The Bush administration now insists, with hypocritical confidence, that the secret FISA court will operate with much more flexibility and speed than a traditional court, and thus will not hamper the efforts of America’s intelligence agencies once a suspect has been identified. While Attorney General Gonzalez’s announcement touts FISA court speed and usefulness, the obvious question is why, if FISA courts do not hamper the rapid response needed for counterterrorist investigations, the administration has avoided them like the proverbial plague since 9/11? Administration officials have staunchly defended the NSA domestic surveillance program by arguing that under post 9/11 laws an early warning detection system was critical to national security and thus could be authorized by the President independent of a FISA court. Consider this explanation for the need to circumvent FISA courts in a letter sent by the Department of Justice to the House and Senate Intelligence committees in December 2005:

FISA could not have provided the speed and agility required for the early warning detection system. . . . There is undeniably an important and legitimate privacy interest at stake. That must be balanced, however, against the government's compelling interest in the security of the nation.

Does the President feel the “early warning notification” provided by the NSA domestic surveillance program is no longer needed? Is the government’s interest in national security less compelling now than it was in December 2005? The reversal by the Bush administration signals an abandonment of the aggressive domestic counterterrorist stance once championed confidently by the President. While Justice Department officials submit applications for surveillance (a subpoena equivalent) to the FISA court, American intelligence agencies will be missing communications between terrorists living among us and their international planners/financiers. The letter from the Justice Department further stated that “FISA has proven to be a very important tool, especially in longer-term investigations.” A FISA court may operate with a less glacial pace than a federal district court, but that should be of little comfort to those who understand that real-time communications interception is critical to identifying and thwarting imminent threats.

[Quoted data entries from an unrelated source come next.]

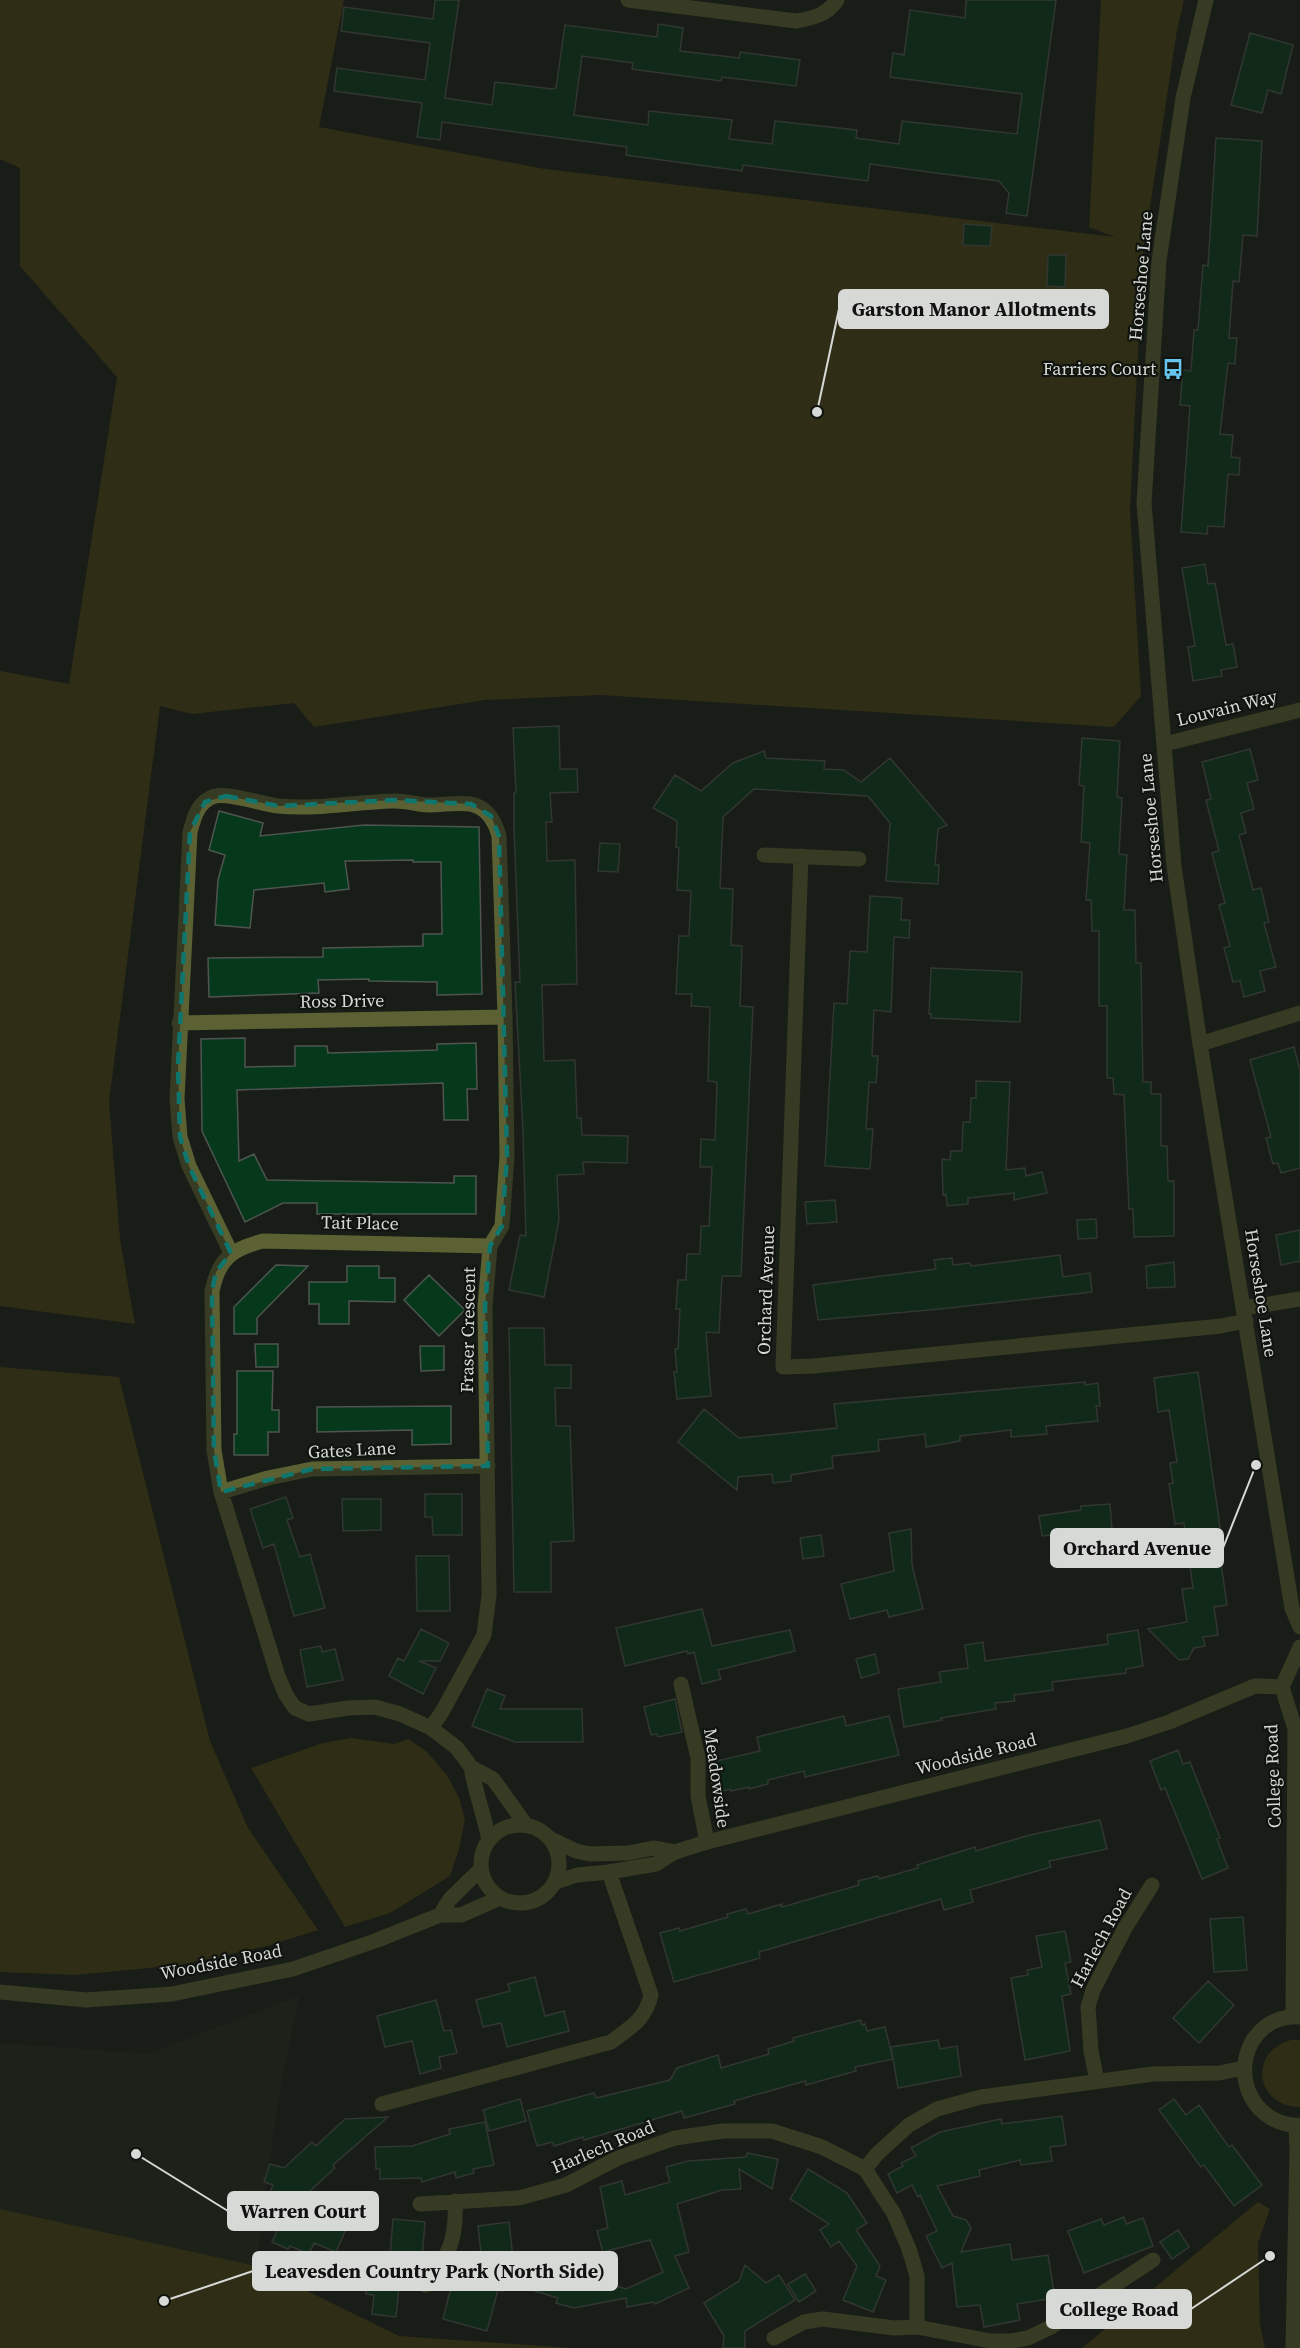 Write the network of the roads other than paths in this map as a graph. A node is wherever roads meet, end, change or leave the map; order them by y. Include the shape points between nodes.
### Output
1 (628, 0) edge
2 (837, 0) edge
3 (1206, 0) edge
4 (1300, 710) edge
5 (1164, 744) junction
6 (764, 855) dead end
7 (801, 856) junction
8 (859, 859) dead end
9 (1300, 1013) edge
10 (505, 1017) junction
11 (179, 1023) junction
12 (1200, 1044) junction
13 (490, 1246) junction
14 (231, 1252) junction
15 (1300, 1299) edge
16 (1245, 1315) junction
17 (488, 1466) junction
18 (221, 1492) junction
19 (1300, 1627) edge
20 (1300, 1647) edge
21 (681, 1684) dead end
22 (1282, 1687) junction
23 (431, 1728) junction
24 (471, 1767) junction
25 (526, 1825) junction
26 (551, 1839) junction
27 (489, 1840) junction
28 (707, 1842) junction
29 (675, 1852) junction
30 (481, 1869) junction
31 (609, 1872) junction
32 (556, 1882) junction
33 (1152, 1885) dead end
34 (500, 1898) junction
35 (440, 1915) junction
36 (0, 1992) edge
37 (1297, 2017) edge
38 (1244, 2068) junction
39 (1097, 2081) junction
40 (382, 2104) dead end
41 (1298, 2125) edge
42 (865, 2169) junction
43 (455, 2201) junction
44 (420, 2204) dead end
45 (1153, 2260) dead end
46 (425, 2285) dead end
47 (917, 2327) junction
48 (774, 2338) dead end
49 (1293, 2348) edge

1 - 2 street via 796,21 828,12
3 - 5 street, Horseshoe Lane via 1183,98 1159,261 1144,503
4 - 5 street, Louvain Way
5 - 12 street, Horseshoe Lane via 1174,866
6 - 7 street
7 - 8 street
7 - 16 street, Orchard Avenue via 783,1367 1221,1326
9 - 12 street
10 - 11 street, Ross Drive
10 - 11 street, Fraser Crescent via 499,836 491,816 483,809 471,804 427,806 394,800 279,806 215,796 197,811 190,831
10 - 13 street, Fraser Crescent via 507,1156 502,1226
11 - 14 street via 180,1137 189,1166
12 - 16 street, Horseshoe Lane
13 - 14 street, Tait Place via 263,1241
13 - 17 street, Fraser Crescent via 485,1307
14 - 18 street via 216,1272 212,1291 214,1450
15 - 16 street
16 - 19 street, Horseshoe Lane via 1292,1608
17 - 18 street, Gates Lane via 312,1469
17 - 23 street, Fraser Crescent via 488,1616 484,1635
18 - 23 street via 278,1676 295,1708 309,1714 375,1707
20 - 22 street
21 - 28 street, Meadowside via 698,1758 698,1796
22 - 28 street, Woodside Road via 1255,1686 1127,1736
22 - 37 street, College Road via 1295,1729
23 - 24 street via 457,1748
24 - 25 street via 492,1779
24 - 27 street
25 - 26 street
25 - 27 street via 499,1830
26 - 29 street, Woodside Road via 590,1854 653,1848
26 - 32 street via 560,1860
27 - 30 street
28 - 29 street, Woodside Road
29 - 31 street, Woodside Road via 656,1864
30 - 34 street via 484,1881
30 - 35 street via 450,1899
31 - 32 street, Woodside Road
31 - 40 street via 651,1995 648,2010 611,2042
32 - 34 street via 550,1891 531,1902 521,1904
33 - 39 street, Harlech Road via 1120,1938 1088,2007
34 - 35 street, Woodside Road via 461,1915
35 - 36 street, Woodside Road via 293,1969 172,1994 86,2000
37 - 38 street via 1271,2024 1254,2039
38 - 39 street
38 - 41 street via 1245,2086 1264,2114
39 - 42 street via 981,2097 937,2109 909,2125
41 - 49 street
42 - 43 street, Harlech Road via 822,2147 772,2131 723,2131 675,2138 640,2149 548,2191 519,2198
42 - 47 street via 894,2214 909,2249 917,2276
43 - 44 street, Harlech Road
43 - 46 street via 452,2247
45 - 47 street via 1028,2338 991,2341
47 - 48 street via 823,2319 804,2322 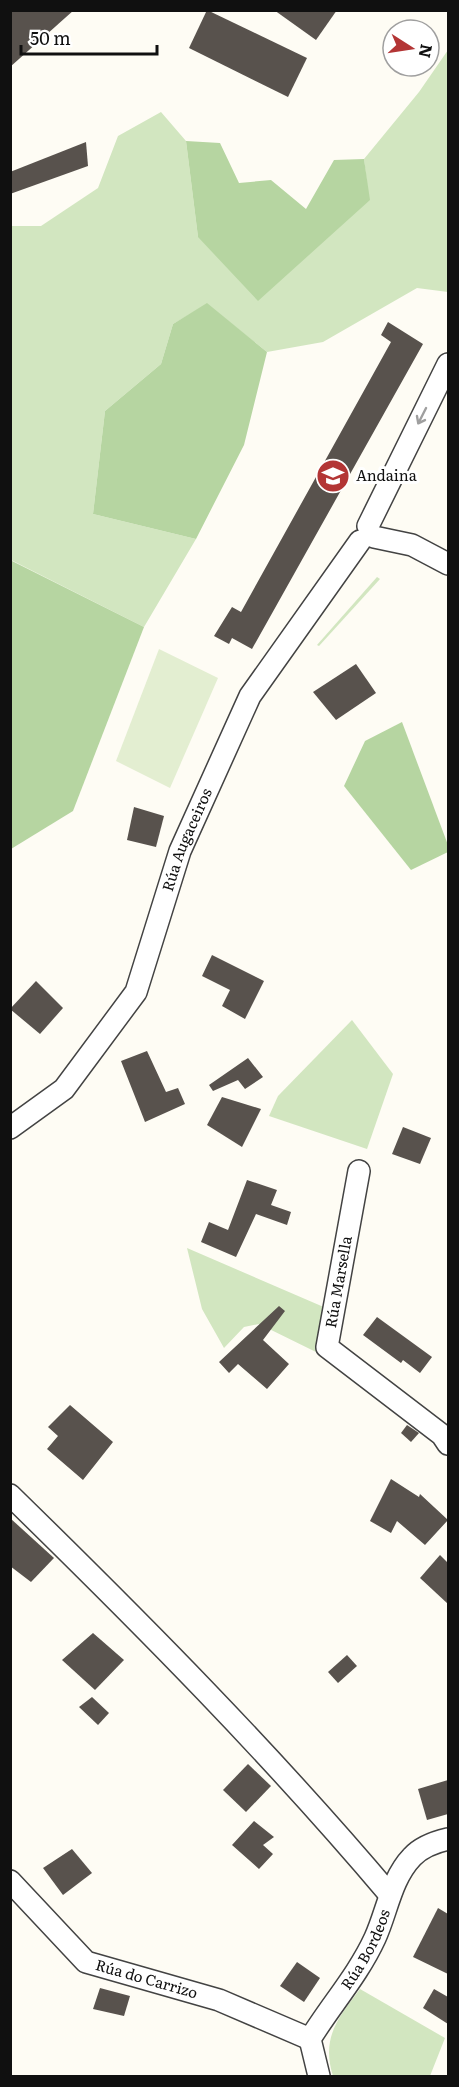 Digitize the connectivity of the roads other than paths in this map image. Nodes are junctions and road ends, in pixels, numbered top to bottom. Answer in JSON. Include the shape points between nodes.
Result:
{"nodes":[{"id":1,"x":448,"y":364,"type":"edge"},
{"id":2,"x":367,"y":535,"type":"junction"},
{"id":3,"x":448,"y":564,"type":"edge"},
{"id":4,"x":10,"y":1128,"type":"edge"},
{"id":5,"x":359,"y":1171,"type":"dead end"},
{"id":6,"x":446,"y":1433,"type":"edge"},
{"id":7,"x":10,"y":1495,"type":"edge"},
{"id":8,"x":448,"y":1839,"type":"edge"},
{"id":9,"x":10,"y":1881,"type":"edge"},
{"id":10,"x":390,"y":1895,"type":"junction"},
{"id":11,"x":310,"y":2039,"type":"junction"},
{"id":12,"x":319,"y":2076,"type":"edge"}],
"edges":[{"from":1,"to":2,"type":"street","name":"Rúa Augaceiros","one_way":true},
{"from":2,"to":3,"type":"street","via":[[412,545]]},
{"from":2,"to":4,"type":"street","name":"Rúa Augaceiros","via":[[250,696],[180,851],[136,992],[64,1089]]},
{"from":5,"to":6,"type":"street","name":"Rúa Marsella","via":[[327,1347]]},
{"from":7,"to":10,"type":"street","via":[[246,1732]]},
{"from":8,"to":10,"type":"street","name":"Rúa Bordeos","via":[[434,1842],[411,1858]]},
{"from":9,"to":11,"type":"street","name":"Rúa do Carrizo","via":[[86,1962],[219,2000]]},
{"from":10,"to":11,"type":"street","name":"Rúa Bordeos","via":[[376,1937],[348,1987]]},
{"from":11,"to":12,"type":"street"}]}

Like its predecessor, the Bush administration has placed America’s domestic safety in the hands of judges. In the case of FISA courts, the judges routinely rotate, resulting in decisions made by judges with no continuity or grasp of the full context of the application for surveillance presented before them. Rotating judges unfamiliar with established precedent will delay authorizing time-sensitive surveillance while researching previous applications, resulting in precisely the ponderous, inefficient review process the Bush administration has been intentionally and justifiably avoiding since 9/11.

Because we have been unsuccessful in infiltrating Al Qaeda and other advanced terrorist groups, communications intercepts are often the only advance warning available to our intelligence and law enforcement agencies. “Fighting the terrorists there so we won’t have to fight them here” may be a catchy slogan, but the reality is we ARE fighting them here and the administration’s reversal on domestic surveillance will open wider the window of opportunity for terrorists preparing for attacks in America. If we are serious about winning a Global War on Terror, further binding the hands, or in this case covering the ears, of our intelligence/law enforcement agencies is a dangerous step toward a counterterrorist strategy reminiscent of Clinton.